In December 2019, flatex AG (a German online broker) announced to acquire 100% of DEGIRO, but keep the existing DEGIRO brand. In July 2020, they closed the "transaction of acquiring 100% of DEGIRO shares".

Regulatory
DEGIRO is supervised by the Netherlands Authority for the Financial Markets (AFM) and under prudential supervision of the De Nederlandsche Bank (DNB). It is also registered with the Financial Conduct Authority (FCA). DEGIRO has previously received criticism from regulators over its business practices and the quality of its IT infrastructure.

Trading platforms
Degiro supplies its clients with a browser-based HTML trading platform developed in-house, for desktop and mobile devices. It features free real-time streaming prices on certain European stocks, as well as five levels order book. The platform supports combined orders (spread portfolio compilation), and the company has announced plans for fractional investing (investing in fractions of products).

Degiro also provides users of the platform with the ability to buy certain ETFs without any transaction costs. The ETFs are in the so called 'core selection'.

The 'core selection' lets users buy or sell ETFs from the core selection on the basis of a fair use policy. This means that they are eligible for one commission-free trade (a purchase or sale) per ETF. Any subsequent trade in the same ETF and direction will be executed commission-free, if the trade meets the following conditions:

 the trade is in the same direction (i.e. buy/sell) as the first trade that month

 the value of the transaction is at least 1000 EUR, USD or GBP.

Once an opposite trade or trade below 1000 EUR (or USD/GBP) is executed in the same ETF within the same calendar month, the rule will no longer apply to any subsequent trade in that ETF that month and regular fees will be charged.

Degiro offers this feature in various countries.

Awards
In the Netherlands, DEGIRO earned the first place in a 2015 survey for the cheapest broker in Financieel Dagblad. In 2014, VEB considered DEGIRO to be the cheapest broker for investments in shares, bonds, options and turbos  and in the same year, Beleggers Belangen elected the company as the #1 Dutch broker in regard to costs, trade opportunities, convenience and service. Consumentenbond, a Dutch non-profit organization which promotes consumer protection considered DEGIRO to be the cheapest Dutch broker. DEGIRO also won the Golden Bull Award in 2015, where Dutch brokers are judged in different categories, such as trading opportunities, commission fees, terms and conditions and investment tools.

Internationally, DEGIRO has been awarded by Privata Affärer in Sweden and by Finanztreff in Germany, due to the low trading prices for retail clients.

Criticism
While the broker received various awards, there also have been critical reactions. The process of internalization of customer's orders against DeGiro's own hedge fund HiQ Market Neutral fund was subject of investigative press. Clients were denied execution of passive orders, because the internalizer jumped in front of them.

Selling of orders 
In June 2021, Dutch state media reported that DEGIRO would start selling customer orders to Tradegate. Dutch regulators did not approve this practice, known as  payment for order flow or PFOF. However, following DEGIRO's takeover by German company Flatex, the money of its Dutch customers is now stored on a German bank account. By consequence, DEGIRO's business practices largely fall under German jurisdiction, where the practice is legal.

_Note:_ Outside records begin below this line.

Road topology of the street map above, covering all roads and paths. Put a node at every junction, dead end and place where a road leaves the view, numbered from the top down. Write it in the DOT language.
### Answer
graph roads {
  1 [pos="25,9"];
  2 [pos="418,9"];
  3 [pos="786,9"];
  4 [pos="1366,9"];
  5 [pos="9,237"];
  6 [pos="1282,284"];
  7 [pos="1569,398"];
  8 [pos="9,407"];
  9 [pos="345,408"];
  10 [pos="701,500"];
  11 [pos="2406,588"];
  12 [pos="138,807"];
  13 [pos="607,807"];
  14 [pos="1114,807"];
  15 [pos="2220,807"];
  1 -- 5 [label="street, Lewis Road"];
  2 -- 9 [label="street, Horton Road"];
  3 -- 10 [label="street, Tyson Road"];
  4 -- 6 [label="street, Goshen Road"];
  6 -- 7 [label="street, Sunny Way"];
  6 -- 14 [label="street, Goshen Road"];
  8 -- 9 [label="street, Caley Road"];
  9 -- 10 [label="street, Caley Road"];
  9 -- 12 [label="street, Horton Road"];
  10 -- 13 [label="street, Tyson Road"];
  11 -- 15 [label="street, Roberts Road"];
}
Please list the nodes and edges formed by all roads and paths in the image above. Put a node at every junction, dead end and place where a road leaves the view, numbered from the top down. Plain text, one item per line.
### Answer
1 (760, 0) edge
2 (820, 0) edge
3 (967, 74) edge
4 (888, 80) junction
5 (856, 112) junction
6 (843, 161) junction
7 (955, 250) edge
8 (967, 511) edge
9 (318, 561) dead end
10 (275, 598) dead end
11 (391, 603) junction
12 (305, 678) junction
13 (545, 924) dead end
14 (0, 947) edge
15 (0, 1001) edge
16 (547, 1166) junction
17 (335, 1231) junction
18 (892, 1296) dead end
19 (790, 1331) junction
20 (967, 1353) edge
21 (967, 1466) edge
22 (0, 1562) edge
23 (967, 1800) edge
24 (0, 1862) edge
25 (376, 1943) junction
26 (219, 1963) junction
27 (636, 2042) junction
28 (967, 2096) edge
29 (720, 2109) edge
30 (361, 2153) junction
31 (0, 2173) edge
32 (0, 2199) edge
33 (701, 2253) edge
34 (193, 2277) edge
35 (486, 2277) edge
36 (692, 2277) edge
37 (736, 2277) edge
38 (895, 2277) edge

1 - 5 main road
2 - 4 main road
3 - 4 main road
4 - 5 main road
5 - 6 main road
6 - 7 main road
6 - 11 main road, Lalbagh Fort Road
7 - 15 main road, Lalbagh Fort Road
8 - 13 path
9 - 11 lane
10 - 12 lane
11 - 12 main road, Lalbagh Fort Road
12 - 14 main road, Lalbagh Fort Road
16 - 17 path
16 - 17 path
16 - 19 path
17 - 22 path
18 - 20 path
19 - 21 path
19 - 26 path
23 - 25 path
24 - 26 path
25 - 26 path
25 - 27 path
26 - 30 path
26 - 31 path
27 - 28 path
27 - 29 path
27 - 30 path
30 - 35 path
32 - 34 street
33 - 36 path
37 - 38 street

In an e-mail to its customers, DEGIRO responded that some press coverage had not been accurate. DEGIRO states that the Tradegate deal allows users to trade outside regular opening hours of stock markets. It also notes that users retain full control over whether they send orders to Tradegate.

Stability of IT infrastructure 
In December 2021, the Dutch national bank raised concerns about the technical quality of DEGIRO's IT infrastructure. It had ruled that DEGIRO was insufficiently protected against crashes and hacks. As a result, DEGIRO was ordered to put aside a liquid capital reserve of over 3 million euros. DEGIRO stated that in the last half year, it had significantly invested in IT infrastructure improvements.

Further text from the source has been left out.